Sunday, October 28, 2007

Why MVC is Wrong

First of all: MVC is Right because the model separates problems into three relatively independent functions.

But, MVC is wrong because it's being used as though it is the Only way to do things.

It's Not.

The problem is that Presupposing or Requiring an MVC model interfers with the Design Process.

Here's the best way we've found to design and construct systems:

1. figure out what is to be done and define it precisely and succinctly

2. define a collection of tasks which can be performed in series or parallel where the results can be either combined or fed to successive tasks which produce the desired result. Ideally, these tasks can be defined as 'black boxes' - to use the term I was taught back in Engineering school.

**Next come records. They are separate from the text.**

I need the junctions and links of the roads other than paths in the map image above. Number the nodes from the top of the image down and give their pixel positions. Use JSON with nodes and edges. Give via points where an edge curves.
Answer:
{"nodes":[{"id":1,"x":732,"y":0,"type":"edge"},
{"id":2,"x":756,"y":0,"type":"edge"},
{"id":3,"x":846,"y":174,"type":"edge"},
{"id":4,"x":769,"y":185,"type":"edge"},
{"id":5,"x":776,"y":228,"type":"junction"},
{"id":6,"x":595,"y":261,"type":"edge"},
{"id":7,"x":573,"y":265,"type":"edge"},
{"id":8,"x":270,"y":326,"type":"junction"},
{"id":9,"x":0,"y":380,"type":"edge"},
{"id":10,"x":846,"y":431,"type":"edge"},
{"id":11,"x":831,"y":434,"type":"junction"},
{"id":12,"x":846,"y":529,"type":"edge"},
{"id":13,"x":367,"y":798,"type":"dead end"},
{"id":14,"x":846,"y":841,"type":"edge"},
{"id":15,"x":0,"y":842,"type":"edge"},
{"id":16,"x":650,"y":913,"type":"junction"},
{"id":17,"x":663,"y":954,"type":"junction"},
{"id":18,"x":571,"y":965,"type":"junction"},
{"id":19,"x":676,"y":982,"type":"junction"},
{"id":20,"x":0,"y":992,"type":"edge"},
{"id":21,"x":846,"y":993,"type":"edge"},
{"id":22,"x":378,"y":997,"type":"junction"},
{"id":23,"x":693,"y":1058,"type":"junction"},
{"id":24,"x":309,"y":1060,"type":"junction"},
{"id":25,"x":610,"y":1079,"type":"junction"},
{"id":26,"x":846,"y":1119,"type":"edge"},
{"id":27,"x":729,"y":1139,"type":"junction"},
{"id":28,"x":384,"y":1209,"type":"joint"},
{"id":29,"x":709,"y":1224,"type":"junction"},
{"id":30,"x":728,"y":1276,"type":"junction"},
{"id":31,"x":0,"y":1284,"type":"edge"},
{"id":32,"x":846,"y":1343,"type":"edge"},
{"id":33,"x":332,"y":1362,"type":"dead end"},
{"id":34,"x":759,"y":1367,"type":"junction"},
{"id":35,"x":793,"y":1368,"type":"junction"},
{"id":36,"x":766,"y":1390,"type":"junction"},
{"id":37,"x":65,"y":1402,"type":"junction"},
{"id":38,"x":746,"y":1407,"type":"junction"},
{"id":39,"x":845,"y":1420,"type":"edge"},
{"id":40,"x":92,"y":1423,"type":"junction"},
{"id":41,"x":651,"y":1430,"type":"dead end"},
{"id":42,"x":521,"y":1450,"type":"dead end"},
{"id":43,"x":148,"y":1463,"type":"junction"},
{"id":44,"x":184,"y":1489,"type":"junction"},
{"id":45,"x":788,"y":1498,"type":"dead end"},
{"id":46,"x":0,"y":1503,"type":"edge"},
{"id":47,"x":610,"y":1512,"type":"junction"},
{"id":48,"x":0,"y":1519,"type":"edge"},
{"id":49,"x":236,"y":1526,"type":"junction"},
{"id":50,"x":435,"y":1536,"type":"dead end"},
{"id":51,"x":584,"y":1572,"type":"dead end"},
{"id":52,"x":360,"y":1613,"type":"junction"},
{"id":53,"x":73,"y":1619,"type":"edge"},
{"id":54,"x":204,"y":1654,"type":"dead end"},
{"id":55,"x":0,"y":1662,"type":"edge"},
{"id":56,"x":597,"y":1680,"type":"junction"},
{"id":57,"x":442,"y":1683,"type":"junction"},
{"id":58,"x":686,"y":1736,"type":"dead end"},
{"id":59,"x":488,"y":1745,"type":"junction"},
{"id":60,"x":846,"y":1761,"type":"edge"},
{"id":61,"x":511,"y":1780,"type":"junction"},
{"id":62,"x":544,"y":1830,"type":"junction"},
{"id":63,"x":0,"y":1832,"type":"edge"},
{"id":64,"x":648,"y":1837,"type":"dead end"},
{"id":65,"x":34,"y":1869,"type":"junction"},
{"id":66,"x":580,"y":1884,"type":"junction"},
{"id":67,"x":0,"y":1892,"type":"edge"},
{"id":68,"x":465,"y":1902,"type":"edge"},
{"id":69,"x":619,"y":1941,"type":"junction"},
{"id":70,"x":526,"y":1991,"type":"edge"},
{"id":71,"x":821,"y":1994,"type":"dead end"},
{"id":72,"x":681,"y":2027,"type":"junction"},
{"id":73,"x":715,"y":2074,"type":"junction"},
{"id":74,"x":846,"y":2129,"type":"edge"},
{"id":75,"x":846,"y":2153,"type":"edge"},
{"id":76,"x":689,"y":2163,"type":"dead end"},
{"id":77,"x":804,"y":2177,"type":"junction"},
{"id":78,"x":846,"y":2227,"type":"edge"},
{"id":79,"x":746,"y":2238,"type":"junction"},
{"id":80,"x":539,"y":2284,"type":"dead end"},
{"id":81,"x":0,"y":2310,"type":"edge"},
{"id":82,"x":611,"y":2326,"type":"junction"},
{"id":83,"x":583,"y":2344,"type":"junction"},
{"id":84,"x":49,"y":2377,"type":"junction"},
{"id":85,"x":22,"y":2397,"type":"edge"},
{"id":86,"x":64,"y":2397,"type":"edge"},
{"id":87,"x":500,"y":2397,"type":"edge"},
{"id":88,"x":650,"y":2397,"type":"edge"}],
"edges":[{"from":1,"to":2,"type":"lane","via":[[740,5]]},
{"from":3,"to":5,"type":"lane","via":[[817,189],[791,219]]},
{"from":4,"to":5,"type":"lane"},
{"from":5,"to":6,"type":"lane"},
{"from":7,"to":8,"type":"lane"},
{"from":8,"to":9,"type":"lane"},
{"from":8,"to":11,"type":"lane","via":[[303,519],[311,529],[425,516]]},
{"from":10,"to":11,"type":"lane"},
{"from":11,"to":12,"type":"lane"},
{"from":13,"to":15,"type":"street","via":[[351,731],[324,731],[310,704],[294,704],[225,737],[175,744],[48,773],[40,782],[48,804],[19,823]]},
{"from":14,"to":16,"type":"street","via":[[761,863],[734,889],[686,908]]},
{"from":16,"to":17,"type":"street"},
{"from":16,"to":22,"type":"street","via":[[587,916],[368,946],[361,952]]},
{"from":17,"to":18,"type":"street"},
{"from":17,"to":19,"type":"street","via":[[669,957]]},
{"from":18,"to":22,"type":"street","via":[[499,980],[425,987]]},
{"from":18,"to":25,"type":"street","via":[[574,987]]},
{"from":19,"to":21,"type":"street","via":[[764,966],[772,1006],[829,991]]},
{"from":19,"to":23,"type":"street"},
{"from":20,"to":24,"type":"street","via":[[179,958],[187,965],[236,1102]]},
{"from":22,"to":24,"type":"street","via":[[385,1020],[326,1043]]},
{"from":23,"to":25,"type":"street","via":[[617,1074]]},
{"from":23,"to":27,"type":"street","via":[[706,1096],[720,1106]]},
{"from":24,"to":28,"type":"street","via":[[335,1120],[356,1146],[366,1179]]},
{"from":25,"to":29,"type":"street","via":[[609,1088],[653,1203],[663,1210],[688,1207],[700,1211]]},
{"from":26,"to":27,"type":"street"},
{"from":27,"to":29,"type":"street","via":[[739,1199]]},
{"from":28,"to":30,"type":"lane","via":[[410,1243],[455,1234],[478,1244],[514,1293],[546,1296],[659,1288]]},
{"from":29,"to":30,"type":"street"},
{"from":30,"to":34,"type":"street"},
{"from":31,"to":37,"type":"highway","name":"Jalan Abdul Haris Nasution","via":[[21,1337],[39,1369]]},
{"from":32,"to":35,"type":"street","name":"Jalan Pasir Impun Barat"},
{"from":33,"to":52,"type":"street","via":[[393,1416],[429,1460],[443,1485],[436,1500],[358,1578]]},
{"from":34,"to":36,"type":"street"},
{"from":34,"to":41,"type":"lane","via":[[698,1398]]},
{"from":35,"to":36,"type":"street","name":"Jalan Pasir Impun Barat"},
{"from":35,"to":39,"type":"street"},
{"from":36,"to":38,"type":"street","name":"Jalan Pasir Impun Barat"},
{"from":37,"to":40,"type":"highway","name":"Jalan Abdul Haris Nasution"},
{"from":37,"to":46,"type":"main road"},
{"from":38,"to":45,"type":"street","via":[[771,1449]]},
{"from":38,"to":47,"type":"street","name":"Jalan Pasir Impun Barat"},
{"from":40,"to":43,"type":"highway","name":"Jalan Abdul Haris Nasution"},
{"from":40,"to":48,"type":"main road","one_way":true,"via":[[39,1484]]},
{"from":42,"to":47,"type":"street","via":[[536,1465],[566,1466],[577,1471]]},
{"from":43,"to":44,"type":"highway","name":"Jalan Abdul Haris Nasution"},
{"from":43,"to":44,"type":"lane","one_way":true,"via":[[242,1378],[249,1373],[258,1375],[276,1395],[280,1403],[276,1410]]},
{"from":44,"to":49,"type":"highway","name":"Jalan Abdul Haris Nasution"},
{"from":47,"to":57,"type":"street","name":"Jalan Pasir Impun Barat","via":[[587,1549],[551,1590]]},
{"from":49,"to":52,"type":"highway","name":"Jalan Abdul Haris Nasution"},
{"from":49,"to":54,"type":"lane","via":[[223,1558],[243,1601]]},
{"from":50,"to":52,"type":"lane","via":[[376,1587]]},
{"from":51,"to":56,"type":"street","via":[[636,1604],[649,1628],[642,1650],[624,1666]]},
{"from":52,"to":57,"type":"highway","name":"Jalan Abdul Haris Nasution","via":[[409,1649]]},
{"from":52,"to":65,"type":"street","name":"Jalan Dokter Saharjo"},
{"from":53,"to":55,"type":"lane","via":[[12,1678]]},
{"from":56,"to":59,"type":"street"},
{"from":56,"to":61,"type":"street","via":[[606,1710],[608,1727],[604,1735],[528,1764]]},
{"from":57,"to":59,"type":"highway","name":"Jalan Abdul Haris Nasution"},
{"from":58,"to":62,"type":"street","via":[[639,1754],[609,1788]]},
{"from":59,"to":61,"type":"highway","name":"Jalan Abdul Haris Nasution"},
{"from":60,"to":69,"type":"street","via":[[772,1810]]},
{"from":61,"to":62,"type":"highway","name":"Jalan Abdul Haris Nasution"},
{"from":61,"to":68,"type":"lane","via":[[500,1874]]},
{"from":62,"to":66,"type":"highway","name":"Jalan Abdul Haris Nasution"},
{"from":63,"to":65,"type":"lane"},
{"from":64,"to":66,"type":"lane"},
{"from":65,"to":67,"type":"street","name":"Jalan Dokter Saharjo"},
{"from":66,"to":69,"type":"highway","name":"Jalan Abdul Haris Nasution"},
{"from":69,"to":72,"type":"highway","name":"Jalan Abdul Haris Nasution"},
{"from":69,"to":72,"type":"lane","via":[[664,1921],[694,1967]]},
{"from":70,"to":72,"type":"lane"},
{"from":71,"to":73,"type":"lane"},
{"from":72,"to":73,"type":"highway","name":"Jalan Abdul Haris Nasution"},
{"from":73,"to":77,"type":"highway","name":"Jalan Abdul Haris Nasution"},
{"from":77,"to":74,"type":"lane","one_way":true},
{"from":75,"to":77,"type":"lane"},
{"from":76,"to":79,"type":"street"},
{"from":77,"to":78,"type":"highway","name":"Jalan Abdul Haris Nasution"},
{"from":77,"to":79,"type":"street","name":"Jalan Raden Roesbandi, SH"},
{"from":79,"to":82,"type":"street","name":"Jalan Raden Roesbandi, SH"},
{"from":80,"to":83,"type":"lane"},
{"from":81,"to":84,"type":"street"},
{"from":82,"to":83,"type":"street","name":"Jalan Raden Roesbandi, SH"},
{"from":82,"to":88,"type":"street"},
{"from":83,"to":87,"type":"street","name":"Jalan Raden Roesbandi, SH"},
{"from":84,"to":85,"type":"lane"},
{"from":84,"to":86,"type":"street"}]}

3. Build the boxes, test, deploy and celebrate.

In my experience, every field - Engineering, Computer Science, Economics, etc etc - has rediscovered the same method and principles - but uses different terminology.

In CS, black boxes were 'objects'. Now they are Design Patterns. We used to talk about Heirarchic Decomposition, Information Hiding and Structured Programming. In client-server designs, we talk about clients, servers, and protocols.

It's all the same stuff.

1. We figure out what we want to do.

2. Then we chop it into pieces small enough to build.

3. Then we define some protocol to get inputs into and outputs out of each piece and use them to wire the whole thing together.

MVC Screws this up mostly because it puts the Chopping before the Analysis. This Adds complexity to the solution rather than taking it away.

For Example:

Suppose I have a semi-static web site. By that I mean, nothing changes all that much, but the owner would like to modify something on a couple of pages every once in a while.

I can Make this MVC, but why bother? There's nothing to Control. All I have are Views. The only 'model' I have is a chunk of Text. Most of my pages can look like:

<?php include('owner-content'); ?>

If I have a way for the site owner to update 'owner-content' - possibly a simple update page so she can edit the page on her home machine and then download it to the site - then I'm done.

I don't need MVC partitioning of this problem unless I want to use a prepackaged system.

The obvious answer is there isn't any need for all that machinery to solve simple problems.